Moody was one of 36 tourists on the duck boat when it crashed into a charter bus carrying about 45 students and staff from North Seattle College. The bus passengers were headed to the city’s popular Pike Place Market, then Safeco Field for orientation events when the accident occurred, according to the AP.
Richard Johnson, president of Bellair Charters, told the AP Friday the charter bus driver reported the duck boat "careened" into them on the bridge.
Four students from Austria, China, Indonesia and Japan were killed.
The National Transportation Safety Board is investigating, a first for a duck boat incident on land, NTSB member Earl Weener said in a news conference, according to the AP. The agency has looked into several duck boat accidents on water, Weener noted.
"Duck boats are dangerous on the land and on the water. They shouldn't be allowed to be used," Robert Mongeluzzi, a Philadelphia attorney, asserted to the AP Friday.
His firm represented the families of victims in a 2010 crash near Philadelphia in the Delaware River. In that accident, a barge ran into a stalled duck boat filled with tourists, sinking the craft and killing two Hungarian students. The firm now represents the family of a woman killed by a duck boat this past May in Philadelphia, the AP said.
"They were created to invade a country from the water, not to carry tourists," Mongeluzzi pointed out to the AP.
The amphibious boats were deployed in the thousands by the U.S. Army in the Second World War. After the conflict ended, some were converted into sightseeing vehicles. Though according to the Ride the Ducks website, some are newly built but the same in appearance with “the latest in marine safety.”
The focus of the duck boat driver is also being questioned. The AP notes “exuberant” tour guides at the wheel blasting music and quacking through speakers.
"This is a business model that requires the driver to be a driver, tour guide and entertainer at the same time," attorney Steve Bulzomi said to the AP. Bulzomi represents a Seattle motorcyclist who was run over and dragged by a duck boat that came up from behind at a stoplight in 2011.
Brian Tracey, Ride the Ducks Seattle, which is independently owned and operated, said to the AP it was too early to speculate, but he declared "We will get to the bottom" of the crash.
Tracey told the AP the captains/drivers are Coast Guard-certified, possess commercial driver’s licenses and are required to take continuing education once a month.
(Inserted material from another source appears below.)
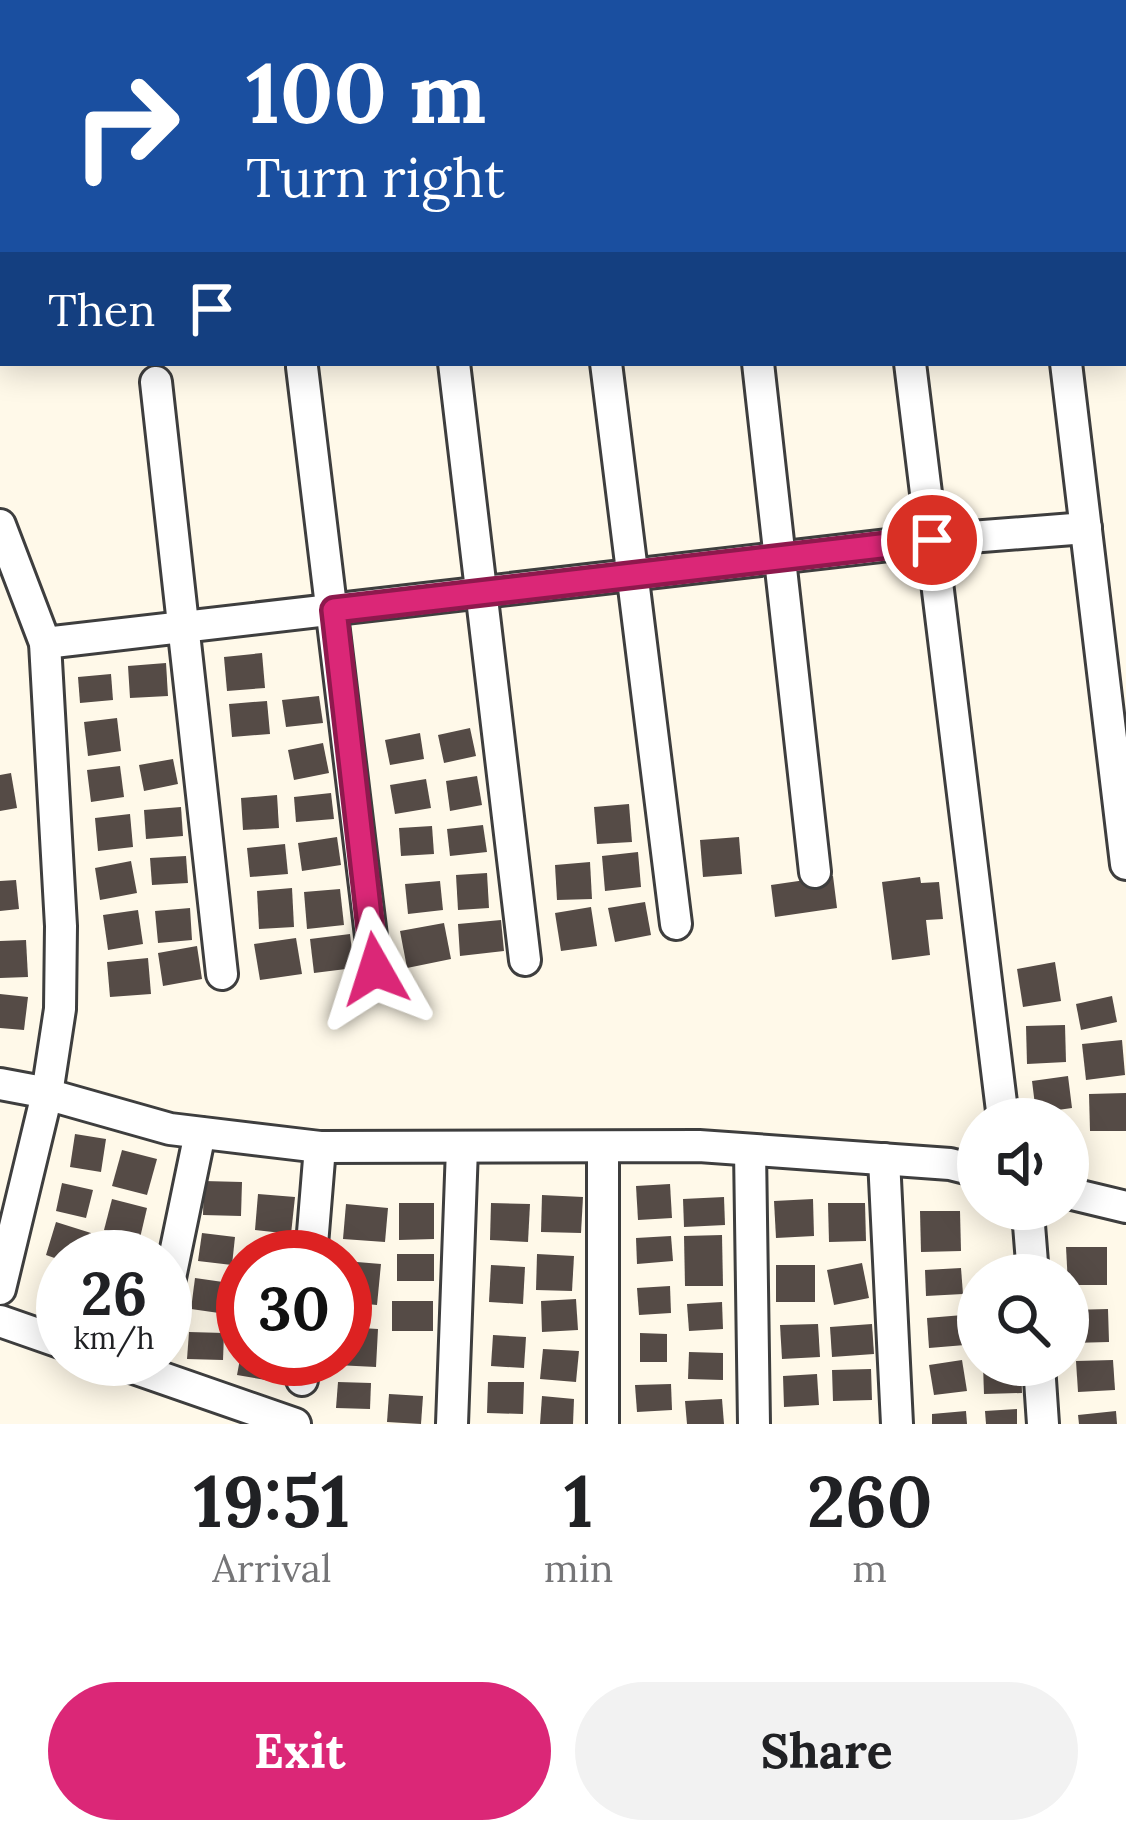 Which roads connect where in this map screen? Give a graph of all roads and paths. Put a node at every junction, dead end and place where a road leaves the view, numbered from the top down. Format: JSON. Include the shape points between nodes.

State regulators issued a satisfactory rating after a comprehensive safety inspection in 2012. The company operates 17 amphibious vehicles and employs 35 drivers, according to the state review, the AP said.
NTSB member Weener, said federal authorities' goal in this latest duck boat investigation is to prevent future accidents. "We'd like to find out what... the industry can do to make sure it doesn't happen again," he said Friday.
Investigators would spend a week or more at the site of the crash. A typical investigation lasts a year, Weener said, according to the AP.
Seattle Mayor Ed Murray said, via the AP that Ride the Ducks Seattle has “voluntarily sidelined” its fleet of vehicles for the time being.